Ce retrait n’est pas un caprice ni une fatalité liée à l’âge. C’est souvent le début d’un cercle vicieux : moins de contacts sociaux, moins de confiance en soi, plus d’anxiété à l’idée de sortir ou de parler, donc encore moins de contacts. Pour celles et ceux qui cherchent un point de départ concret, Growzen propose notamment un test de confiance en 20 questions et des défis sociaux progressifs accessibles gratuitement, pensés pour avancer à son propre rythme.

Des approches validées pour sortir du repli

La thérapie cognitive et comportementale (TCC) est aujourd’hui reconnue comme traitement de référence de l’anxiété sociale par la Haute Autorité de Santé. Une revue Cochrane publiée en 2024 confirme son efficacité chez les personnes âgées. Ses deux leviers principaux sont l’exposition progressive, qui consiste à affronter graduellement les situations redoutées, et l’assertivité, c’est-à-dire la capacité à exprimer ses besoins sans se justifier à l’excès.
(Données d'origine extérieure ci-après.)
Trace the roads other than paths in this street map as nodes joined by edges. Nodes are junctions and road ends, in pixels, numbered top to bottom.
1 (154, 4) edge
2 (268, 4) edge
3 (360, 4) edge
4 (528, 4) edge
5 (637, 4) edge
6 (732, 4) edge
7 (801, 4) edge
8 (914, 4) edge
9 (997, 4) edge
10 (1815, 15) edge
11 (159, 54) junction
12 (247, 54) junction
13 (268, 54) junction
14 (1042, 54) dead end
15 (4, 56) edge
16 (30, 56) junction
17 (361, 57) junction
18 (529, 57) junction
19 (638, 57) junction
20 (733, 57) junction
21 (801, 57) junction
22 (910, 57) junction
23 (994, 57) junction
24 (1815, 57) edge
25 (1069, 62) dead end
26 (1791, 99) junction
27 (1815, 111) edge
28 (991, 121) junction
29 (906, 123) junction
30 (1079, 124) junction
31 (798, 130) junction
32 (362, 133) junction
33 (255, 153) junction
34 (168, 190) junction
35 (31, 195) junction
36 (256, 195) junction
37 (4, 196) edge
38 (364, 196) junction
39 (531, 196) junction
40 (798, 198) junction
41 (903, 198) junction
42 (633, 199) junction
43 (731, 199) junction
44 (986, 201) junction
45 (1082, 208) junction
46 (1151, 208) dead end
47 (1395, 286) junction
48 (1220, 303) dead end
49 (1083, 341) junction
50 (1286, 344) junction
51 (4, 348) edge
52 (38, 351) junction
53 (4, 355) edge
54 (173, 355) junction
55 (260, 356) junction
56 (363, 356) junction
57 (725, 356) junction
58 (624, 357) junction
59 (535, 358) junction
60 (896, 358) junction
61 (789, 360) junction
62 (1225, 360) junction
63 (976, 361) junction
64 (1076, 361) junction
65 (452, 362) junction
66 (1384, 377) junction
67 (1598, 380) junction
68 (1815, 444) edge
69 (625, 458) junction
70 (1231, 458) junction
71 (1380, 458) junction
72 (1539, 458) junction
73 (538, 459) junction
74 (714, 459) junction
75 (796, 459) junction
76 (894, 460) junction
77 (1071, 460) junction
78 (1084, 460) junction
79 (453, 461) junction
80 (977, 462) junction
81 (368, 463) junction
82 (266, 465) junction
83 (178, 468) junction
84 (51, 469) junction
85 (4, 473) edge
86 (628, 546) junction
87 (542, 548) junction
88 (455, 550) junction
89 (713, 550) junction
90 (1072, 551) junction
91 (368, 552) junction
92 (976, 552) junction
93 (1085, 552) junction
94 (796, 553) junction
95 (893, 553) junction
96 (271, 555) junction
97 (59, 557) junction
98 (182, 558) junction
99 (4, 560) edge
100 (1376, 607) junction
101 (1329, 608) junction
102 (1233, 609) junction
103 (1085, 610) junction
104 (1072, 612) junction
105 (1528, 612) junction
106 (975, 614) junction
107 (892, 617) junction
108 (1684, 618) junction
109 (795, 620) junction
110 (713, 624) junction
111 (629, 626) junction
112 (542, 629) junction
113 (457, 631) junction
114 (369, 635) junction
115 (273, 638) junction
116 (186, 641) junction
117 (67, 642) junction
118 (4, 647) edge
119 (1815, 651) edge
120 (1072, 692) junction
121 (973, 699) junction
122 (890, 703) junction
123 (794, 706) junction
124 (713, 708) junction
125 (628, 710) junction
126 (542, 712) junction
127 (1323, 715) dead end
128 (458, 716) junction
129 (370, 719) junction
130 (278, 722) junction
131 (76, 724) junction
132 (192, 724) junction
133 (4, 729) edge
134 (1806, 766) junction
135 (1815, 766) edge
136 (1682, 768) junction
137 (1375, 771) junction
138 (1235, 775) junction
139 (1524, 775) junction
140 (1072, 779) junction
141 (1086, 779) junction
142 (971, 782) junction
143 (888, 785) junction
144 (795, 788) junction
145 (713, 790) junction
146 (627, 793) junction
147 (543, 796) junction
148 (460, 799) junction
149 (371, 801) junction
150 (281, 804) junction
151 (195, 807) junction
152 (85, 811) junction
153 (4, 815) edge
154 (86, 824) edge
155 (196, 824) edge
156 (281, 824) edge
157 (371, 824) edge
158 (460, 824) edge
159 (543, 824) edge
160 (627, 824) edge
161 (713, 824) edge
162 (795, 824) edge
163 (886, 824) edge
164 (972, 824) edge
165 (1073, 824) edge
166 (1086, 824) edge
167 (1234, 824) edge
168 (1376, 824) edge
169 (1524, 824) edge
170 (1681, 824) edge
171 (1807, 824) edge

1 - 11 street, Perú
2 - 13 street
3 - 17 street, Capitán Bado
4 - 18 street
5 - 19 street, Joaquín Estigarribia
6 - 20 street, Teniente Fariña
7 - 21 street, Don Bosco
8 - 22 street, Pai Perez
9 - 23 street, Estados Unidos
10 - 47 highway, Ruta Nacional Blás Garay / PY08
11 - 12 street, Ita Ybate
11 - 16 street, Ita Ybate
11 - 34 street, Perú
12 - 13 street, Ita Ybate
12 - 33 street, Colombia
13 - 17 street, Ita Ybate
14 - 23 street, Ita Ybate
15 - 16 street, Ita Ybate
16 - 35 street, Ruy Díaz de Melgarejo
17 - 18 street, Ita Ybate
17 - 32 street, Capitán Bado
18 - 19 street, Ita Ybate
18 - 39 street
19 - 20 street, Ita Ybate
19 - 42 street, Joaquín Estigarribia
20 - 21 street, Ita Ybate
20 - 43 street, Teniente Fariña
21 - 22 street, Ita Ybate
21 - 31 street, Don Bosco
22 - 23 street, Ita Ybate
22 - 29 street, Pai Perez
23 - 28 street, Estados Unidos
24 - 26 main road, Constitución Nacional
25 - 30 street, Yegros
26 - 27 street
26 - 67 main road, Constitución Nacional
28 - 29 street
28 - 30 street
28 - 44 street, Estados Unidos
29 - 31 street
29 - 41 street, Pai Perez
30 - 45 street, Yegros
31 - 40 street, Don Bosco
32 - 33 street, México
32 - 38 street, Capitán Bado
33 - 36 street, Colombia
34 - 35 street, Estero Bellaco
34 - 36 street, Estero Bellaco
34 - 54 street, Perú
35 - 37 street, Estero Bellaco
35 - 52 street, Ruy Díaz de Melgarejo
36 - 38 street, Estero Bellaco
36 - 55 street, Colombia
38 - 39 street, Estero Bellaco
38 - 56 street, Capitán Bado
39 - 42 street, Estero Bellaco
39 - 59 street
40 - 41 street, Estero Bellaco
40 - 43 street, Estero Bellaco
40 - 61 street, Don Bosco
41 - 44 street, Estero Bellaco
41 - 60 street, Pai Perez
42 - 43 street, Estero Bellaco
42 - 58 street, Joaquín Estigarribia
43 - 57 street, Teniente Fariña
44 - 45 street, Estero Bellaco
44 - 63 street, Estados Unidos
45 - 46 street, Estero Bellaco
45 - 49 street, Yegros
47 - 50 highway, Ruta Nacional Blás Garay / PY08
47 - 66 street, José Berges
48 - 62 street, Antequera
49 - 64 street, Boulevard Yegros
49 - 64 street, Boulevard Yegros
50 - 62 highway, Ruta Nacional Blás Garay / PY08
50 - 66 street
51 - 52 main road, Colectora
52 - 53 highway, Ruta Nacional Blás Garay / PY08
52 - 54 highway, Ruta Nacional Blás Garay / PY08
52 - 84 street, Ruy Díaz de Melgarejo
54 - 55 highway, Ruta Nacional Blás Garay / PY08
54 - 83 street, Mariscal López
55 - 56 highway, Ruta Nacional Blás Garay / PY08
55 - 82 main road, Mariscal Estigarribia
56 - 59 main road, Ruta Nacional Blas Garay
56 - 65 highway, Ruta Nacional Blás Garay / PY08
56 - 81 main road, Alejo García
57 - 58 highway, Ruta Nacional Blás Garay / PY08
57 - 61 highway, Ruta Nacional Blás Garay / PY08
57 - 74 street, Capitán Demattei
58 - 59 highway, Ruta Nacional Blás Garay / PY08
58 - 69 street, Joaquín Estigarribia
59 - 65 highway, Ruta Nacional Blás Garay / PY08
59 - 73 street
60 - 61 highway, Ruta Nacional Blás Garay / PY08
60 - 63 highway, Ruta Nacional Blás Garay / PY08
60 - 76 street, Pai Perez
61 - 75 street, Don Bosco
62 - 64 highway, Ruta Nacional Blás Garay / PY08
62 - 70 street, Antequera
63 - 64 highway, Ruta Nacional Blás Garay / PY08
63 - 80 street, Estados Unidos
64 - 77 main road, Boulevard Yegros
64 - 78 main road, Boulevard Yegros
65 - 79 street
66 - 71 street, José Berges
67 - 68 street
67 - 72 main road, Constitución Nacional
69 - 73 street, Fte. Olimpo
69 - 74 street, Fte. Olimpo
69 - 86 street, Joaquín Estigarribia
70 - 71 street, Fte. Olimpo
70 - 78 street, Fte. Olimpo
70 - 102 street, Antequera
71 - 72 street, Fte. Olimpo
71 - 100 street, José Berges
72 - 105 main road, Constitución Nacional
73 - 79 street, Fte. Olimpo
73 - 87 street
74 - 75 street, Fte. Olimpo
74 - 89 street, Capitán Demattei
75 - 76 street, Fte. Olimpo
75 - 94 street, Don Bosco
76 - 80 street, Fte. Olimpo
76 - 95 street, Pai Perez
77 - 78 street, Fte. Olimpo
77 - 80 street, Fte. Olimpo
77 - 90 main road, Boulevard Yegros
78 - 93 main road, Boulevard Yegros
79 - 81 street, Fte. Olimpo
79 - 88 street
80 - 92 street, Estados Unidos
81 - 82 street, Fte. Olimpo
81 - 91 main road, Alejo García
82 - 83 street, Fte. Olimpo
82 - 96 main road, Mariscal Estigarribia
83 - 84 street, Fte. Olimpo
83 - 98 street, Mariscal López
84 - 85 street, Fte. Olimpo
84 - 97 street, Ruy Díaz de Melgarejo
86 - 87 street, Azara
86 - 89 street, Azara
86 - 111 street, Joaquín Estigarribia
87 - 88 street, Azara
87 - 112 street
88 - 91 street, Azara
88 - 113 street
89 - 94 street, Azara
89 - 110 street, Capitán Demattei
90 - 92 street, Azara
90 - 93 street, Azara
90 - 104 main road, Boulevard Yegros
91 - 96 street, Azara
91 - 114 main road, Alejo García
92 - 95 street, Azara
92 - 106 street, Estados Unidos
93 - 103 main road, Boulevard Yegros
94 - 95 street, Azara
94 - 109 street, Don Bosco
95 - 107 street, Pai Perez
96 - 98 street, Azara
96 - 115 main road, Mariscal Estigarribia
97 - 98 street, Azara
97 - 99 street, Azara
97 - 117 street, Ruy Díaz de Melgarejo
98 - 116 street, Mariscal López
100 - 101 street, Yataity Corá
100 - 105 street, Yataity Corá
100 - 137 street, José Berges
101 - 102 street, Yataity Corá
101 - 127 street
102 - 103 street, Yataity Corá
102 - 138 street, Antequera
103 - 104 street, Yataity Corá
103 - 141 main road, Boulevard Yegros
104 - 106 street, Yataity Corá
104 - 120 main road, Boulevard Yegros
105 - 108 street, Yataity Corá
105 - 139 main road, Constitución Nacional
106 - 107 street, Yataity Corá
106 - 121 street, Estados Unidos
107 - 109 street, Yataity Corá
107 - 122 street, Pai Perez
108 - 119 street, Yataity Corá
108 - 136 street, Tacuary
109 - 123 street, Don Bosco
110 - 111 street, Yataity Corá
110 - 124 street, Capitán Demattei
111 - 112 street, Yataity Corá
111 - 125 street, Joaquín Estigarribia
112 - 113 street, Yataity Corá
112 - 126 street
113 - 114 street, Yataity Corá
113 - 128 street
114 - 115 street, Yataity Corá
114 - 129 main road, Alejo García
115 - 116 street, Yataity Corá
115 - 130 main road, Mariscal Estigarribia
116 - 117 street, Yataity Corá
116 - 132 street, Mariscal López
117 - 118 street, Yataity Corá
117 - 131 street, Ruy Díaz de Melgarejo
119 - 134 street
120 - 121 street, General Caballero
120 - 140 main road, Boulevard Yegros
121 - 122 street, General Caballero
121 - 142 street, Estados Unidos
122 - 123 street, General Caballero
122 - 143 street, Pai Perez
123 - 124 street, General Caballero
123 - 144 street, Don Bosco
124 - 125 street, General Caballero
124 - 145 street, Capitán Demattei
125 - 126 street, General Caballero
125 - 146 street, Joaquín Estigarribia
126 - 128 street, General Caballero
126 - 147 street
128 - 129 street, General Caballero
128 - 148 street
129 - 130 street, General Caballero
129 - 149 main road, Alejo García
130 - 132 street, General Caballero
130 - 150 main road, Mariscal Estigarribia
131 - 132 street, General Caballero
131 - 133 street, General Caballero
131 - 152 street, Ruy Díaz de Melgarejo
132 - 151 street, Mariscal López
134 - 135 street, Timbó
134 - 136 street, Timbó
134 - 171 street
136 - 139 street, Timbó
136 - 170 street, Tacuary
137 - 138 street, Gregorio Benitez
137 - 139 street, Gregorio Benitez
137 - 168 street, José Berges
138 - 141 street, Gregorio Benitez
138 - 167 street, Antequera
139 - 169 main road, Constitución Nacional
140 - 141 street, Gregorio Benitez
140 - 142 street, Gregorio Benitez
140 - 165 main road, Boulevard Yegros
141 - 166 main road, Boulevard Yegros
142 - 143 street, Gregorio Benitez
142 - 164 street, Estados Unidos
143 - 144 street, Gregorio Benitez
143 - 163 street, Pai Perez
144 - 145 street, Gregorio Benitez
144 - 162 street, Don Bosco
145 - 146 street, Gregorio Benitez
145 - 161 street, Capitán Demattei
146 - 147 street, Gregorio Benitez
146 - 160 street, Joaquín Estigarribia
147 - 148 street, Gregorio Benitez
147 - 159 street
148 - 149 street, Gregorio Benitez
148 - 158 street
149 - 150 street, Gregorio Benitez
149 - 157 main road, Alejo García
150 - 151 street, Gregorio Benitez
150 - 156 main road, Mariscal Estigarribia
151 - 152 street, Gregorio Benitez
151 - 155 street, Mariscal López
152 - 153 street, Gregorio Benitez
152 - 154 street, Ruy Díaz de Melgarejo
Concrètement, cela peut commencer très simplement : échanger quelques mots avec un voisin, rejoindre un atelier hebdomadaire, noter ses petites victoires sociales du jour. Les exercices de respiration, courts et sans contrainte physique, aident à gérer l’anxiété anticipatoire avant une interaction. La santé mentale étant Grande Cause Nationale reconduite pour 2026, le dispositif Mon Soutien Psy permet désormais de bénéficier de 12 séances remboursées par an avec un psychologue, ce qui peut constituer un appui précieux pour engager ce type de démarche.

Reprendre pied socialement après 60 ans n’implique pas de tout changer ni de performer. Il s’agit plutôt de réapprivoiser les situations du quotidien, un pas à la fois, en s’appuyant sur des outils adaptés à ce que l’on vit vraiment.